It was first known to the ancients in its N. part, that is, in the western bay
of the two into which its head is parted by the peninsula of Mt. Sinai (Gulf of
Suez). The Israelites, whose miraculous passage of this gulf, near its head, is
the first great event in their history as a nation, called it the sedgy sea. It
seems to have been to this part also (as the earliest known) that the Greek
geographers gave the name of Red Sea, which was afterwards extended to the whole
Indian Ocean; while the Red Sea itself came to be less often called by that
name, but received the distinctive appellation of Arabian Gulf. But it never
entirely lost the former name, which it now bears exclusively. To find a reason
for its being called Red has puzzled geographers, from Strabo (xvi. p.779) to
the present day. The best explanation is probably that, from its washing the
shores of Arabia Petraea, it was called the Sea of Edom, which the Greeks
translated literally into ἡ ἐρυθρὰ θάλασσα.

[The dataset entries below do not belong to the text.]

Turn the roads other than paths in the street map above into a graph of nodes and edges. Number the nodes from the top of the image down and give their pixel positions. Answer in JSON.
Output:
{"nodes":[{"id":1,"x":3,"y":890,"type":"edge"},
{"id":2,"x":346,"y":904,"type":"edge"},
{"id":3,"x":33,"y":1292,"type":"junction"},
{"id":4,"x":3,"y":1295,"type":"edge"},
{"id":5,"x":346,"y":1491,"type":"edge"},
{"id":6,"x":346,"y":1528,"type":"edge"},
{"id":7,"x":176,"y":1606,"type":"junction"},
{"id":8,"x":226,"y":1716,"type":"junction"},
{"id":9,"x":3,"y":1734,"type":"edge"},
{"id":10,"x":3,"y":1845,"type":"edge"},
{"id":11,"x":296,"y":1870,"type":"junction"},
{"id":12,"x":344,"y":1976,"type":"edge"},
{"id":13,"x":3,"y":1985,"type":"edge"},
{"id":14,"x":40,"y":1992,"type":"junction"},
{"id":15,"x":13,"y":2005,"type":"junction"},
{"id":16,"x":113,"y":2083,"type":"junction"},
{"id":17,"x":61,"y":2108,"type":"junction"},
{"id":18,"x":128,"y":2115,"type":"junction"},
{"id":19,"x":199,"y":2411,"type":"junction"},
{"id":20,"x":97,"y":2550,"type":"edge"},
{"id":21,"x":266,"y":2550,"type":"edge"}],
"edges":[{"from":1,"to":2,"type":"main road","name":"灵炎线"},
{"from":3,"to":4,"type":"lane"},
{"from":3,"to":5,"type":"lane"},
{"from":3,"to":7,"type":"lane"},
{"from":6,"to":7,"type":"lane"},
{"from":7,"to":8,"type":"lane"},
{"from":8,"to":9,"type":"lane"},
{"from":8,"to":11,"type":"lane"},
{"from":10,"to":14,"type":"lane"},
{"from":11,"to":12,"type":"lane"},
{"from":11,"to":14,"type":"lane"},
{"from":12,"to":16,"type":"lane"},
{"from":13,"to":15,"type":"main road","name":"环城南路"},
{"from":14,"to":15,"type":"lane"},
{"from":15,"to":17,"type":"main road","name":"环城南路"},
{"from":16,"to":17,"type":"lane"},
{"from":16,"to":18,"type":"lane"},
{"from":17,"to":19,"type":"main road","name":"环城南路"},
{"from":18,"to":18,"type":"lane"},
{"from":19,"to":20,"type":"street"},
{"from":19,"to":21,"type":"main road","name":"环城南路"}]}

The views of the ancients respecting this gulf are various and interesting.
Herodotus (2.11) calls it a gulf of Arabia, not far from Egypt (i. e. the Nile
valley), flowing in from the sea called Ἐρυθρὴ, up to Syria, in length forty
days' rowing from its head to the open sea, and half a day's voyage in its
greatest breadth; with a flood and ebb tide every day. In 100.158, he speaks of
Necho's canal as cut into the Red Sea, which he directly afterwards calls the
Arabian Gulf and the Southern Sea; the mixture of the terms evidently arising
from the fact that he is speaking of it simply as part of the great sea, which
he calls Southern, to distinguish it from the Northern, i. e. the Mediterranean.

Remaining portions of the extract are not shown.